## [WORK ORDER]
Go through the data line by line. Copy each one holding the string "then".

(Dataset entries)
------------------------------------------------
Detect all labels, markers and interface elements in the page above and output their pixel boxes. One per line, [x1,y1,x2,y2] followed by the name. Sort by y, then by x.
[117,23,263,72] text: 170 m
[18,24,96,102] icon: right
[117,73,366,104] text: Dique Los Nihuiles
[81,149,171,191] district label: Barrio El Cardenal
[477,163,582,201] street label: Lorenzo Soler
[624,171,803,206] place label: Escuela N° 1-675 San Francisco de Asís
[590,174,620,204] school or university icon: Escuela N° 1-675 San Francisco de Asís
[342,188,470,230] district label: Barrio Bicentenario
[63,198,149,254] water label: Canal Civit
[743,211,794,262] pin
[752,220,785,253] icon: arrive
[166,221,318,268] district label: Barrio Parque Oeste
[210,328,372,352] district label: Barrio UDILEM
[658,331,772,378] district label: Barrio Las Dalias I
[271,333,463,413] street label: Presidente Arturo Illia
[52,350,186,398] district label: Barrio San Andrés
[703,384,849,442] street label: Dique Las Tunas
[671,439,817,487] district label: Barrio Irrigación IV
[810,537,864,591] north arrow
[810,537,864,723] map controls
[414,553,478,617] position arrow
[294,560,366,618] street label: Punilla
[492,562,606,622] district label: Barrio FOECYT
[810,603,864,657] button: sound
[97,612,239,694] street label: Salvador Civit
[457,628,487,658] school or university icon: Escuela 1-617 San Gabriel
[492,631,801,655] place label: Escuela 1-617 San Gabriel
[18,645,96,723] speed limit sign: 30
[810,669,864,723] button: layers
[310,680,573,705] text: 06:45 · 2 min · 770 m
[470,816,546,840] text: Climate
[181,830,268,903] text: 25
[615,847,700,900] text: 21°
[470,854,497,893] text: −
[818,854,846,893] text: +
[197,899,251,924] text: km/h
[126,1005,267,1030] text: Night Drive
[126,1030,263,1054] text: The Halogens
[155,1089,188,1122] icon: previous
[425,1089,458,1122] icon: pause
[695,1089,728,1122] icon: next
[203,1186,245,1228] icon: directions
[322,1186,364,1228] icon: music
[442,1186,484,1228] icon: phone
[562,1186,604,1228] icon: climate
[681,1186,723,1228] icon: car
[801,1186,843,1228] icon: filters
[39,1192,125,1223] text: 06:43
------------------------------------------------
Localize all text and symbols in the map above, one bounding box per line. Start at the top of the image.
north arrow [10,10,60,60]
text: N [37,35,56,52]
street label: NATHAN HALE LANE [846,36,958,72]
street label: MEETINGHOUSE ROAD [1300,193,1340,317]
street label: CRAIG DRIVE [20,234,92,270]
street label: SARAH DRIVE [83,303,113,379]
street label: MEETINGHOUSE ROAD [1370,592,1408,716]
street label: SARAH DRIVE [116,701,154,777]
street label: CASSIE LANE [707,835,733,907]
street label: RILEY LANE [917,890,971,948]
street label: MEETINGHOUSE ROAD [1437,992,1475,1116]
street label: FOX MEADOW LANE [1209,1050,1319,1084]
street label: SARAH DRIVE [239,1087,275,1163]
------------------------------------------------
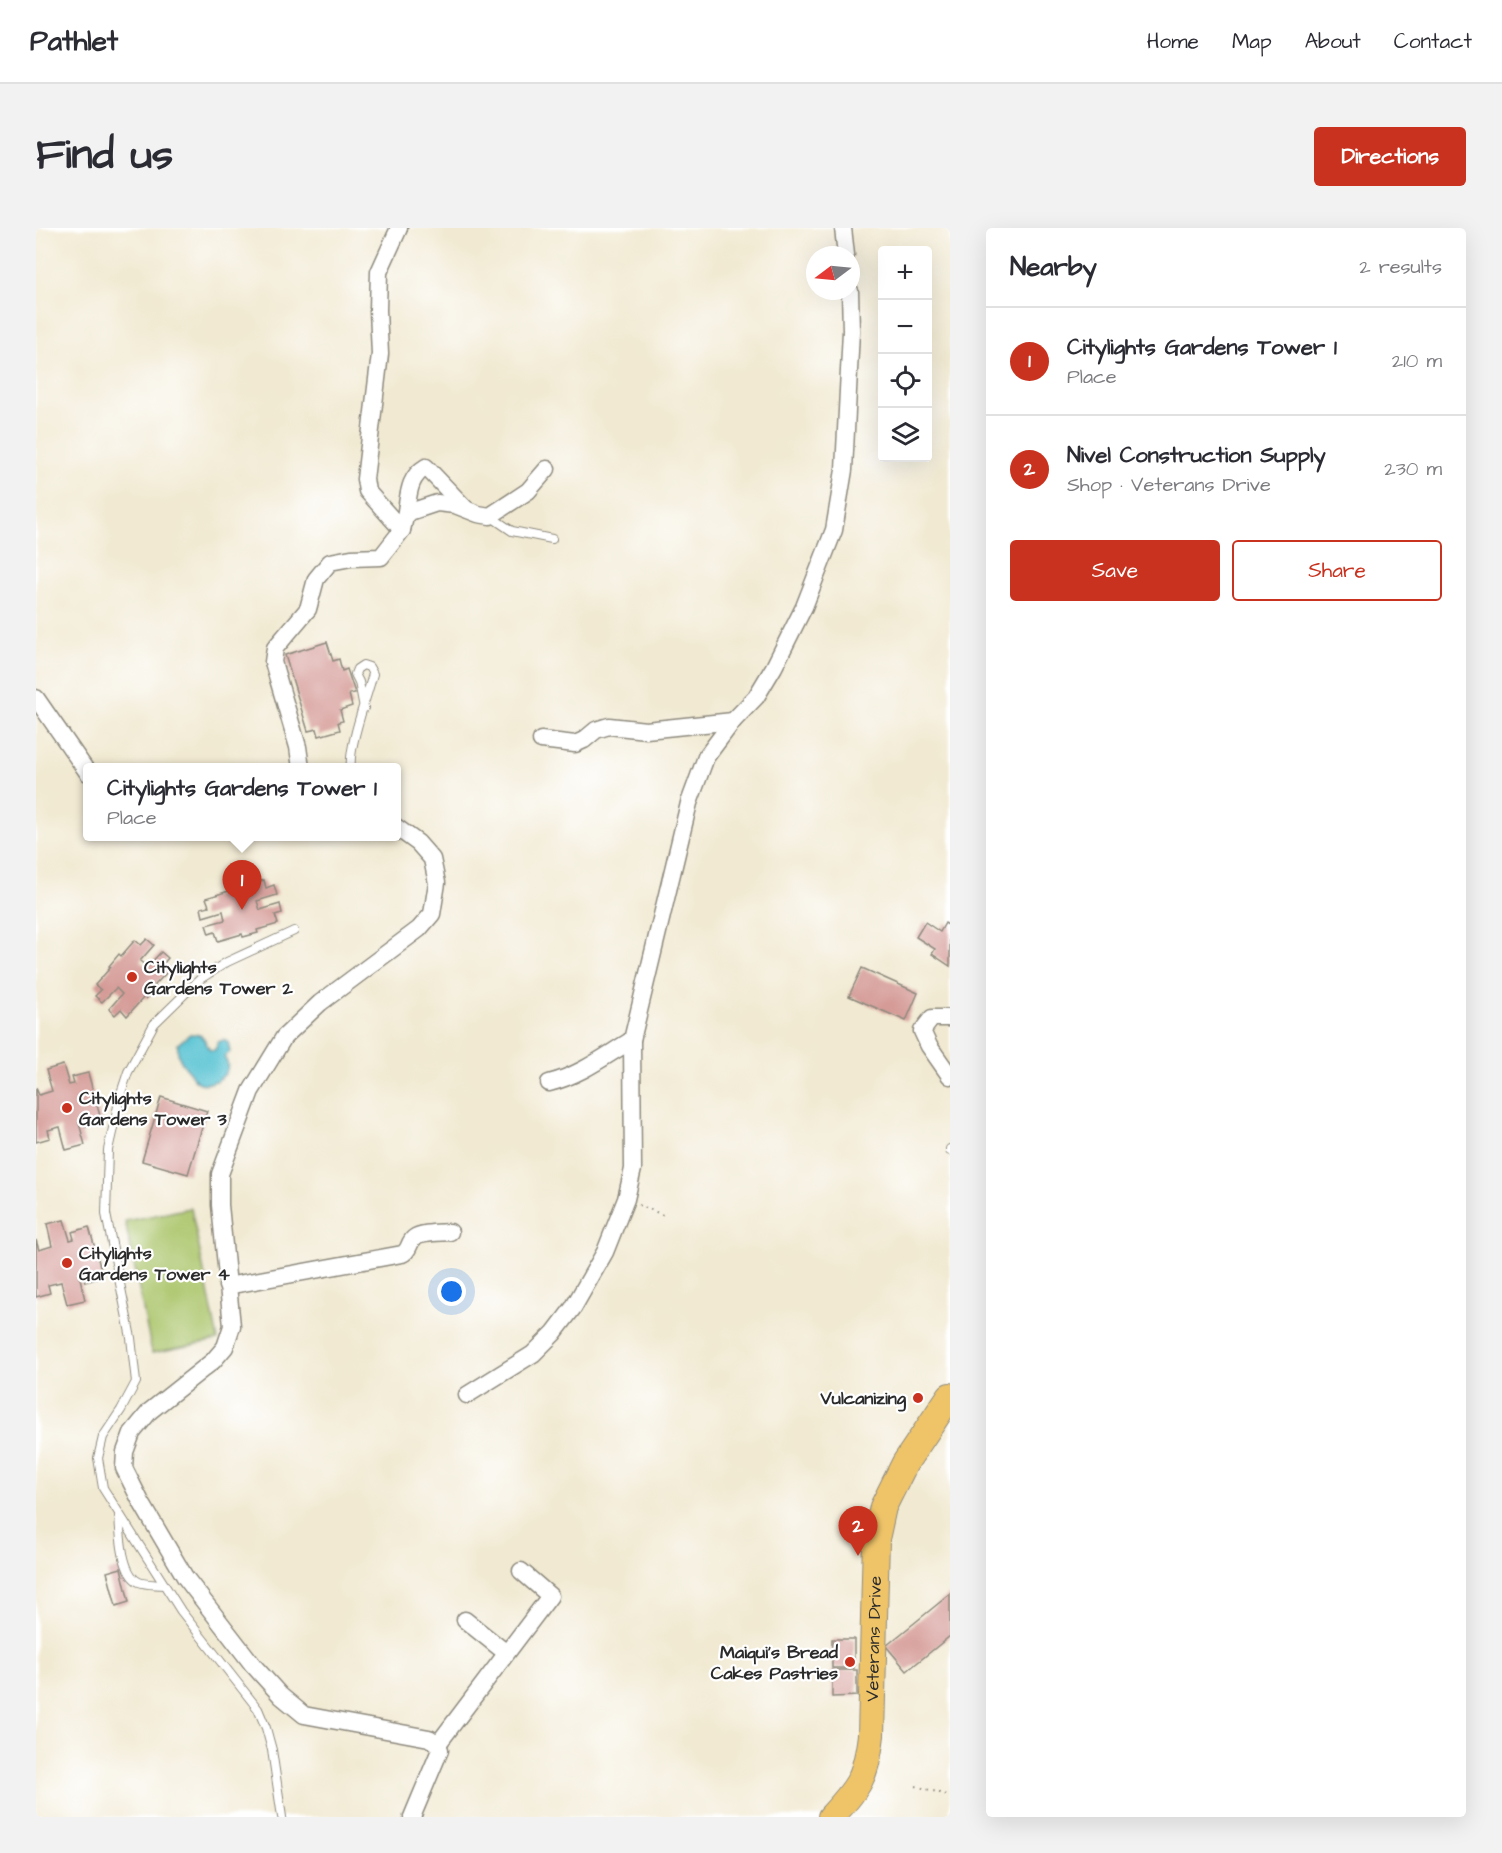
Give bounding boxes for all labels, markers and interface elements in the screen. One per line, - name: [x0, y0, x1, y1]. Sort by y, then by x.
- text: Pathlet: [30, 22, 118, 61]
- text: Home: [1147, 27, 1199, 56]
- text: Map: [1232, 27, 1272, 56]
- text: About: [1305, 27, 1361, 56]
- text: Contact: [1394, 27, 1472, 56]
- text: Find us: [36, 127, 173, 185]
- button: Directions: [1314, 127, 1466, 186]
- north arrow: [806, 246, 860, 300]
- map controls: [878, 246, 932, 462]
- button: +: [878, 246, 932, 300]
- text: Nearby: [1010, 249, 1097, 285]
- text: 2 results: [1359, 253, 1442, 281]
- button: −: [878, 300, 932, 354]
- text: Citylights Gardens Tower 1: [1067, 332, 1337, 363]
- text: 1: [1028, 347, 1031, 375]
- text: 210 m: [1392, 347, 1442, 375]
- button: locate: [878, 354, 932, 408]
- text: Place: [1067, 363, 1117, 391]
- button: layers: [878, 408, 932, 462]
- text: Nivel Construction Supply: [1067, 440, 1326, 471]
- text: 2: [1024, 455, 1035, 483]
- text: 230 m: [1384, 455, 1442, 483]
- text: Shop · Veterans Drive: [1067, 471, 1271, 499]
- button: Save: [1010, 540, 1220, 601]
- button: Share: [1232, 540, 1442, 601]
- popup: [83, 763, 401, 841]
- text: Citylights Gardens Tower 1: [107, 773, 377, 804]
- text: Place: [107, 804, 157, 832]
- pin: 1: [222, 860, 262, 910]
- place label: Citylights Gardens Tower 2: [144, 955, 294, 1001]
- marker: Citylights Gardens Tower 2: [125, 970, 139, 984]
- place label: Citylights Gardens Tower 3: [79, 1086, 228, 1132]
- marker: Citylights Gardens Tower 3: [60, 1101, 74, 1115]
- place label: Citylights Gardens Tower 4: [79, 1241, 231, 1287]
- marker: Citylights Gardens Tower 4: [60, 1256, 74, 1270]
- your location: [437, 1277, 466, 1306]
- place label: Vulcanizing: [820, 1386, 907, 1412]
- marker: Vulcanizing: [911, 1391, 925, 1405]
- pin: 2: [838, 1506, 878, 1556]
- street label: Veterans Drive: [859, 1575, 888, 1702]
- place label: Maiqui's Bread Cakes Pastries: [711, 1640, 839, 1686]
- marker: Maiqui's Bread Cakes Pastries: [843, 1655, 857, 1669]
------------------------------------------------
## [EXPECTED OUTPUT]
Detect all labels, markers and interface elements in the page above and output their pixel boxes. One per line, [x1,y1,x2,y2] followed by the name. Sort by y, then by x.
Give bounding boxes for all labels, markers and interface elements in the screen. One per line, - name: [x0, y0, x1, y1]. Sort by y, then by x.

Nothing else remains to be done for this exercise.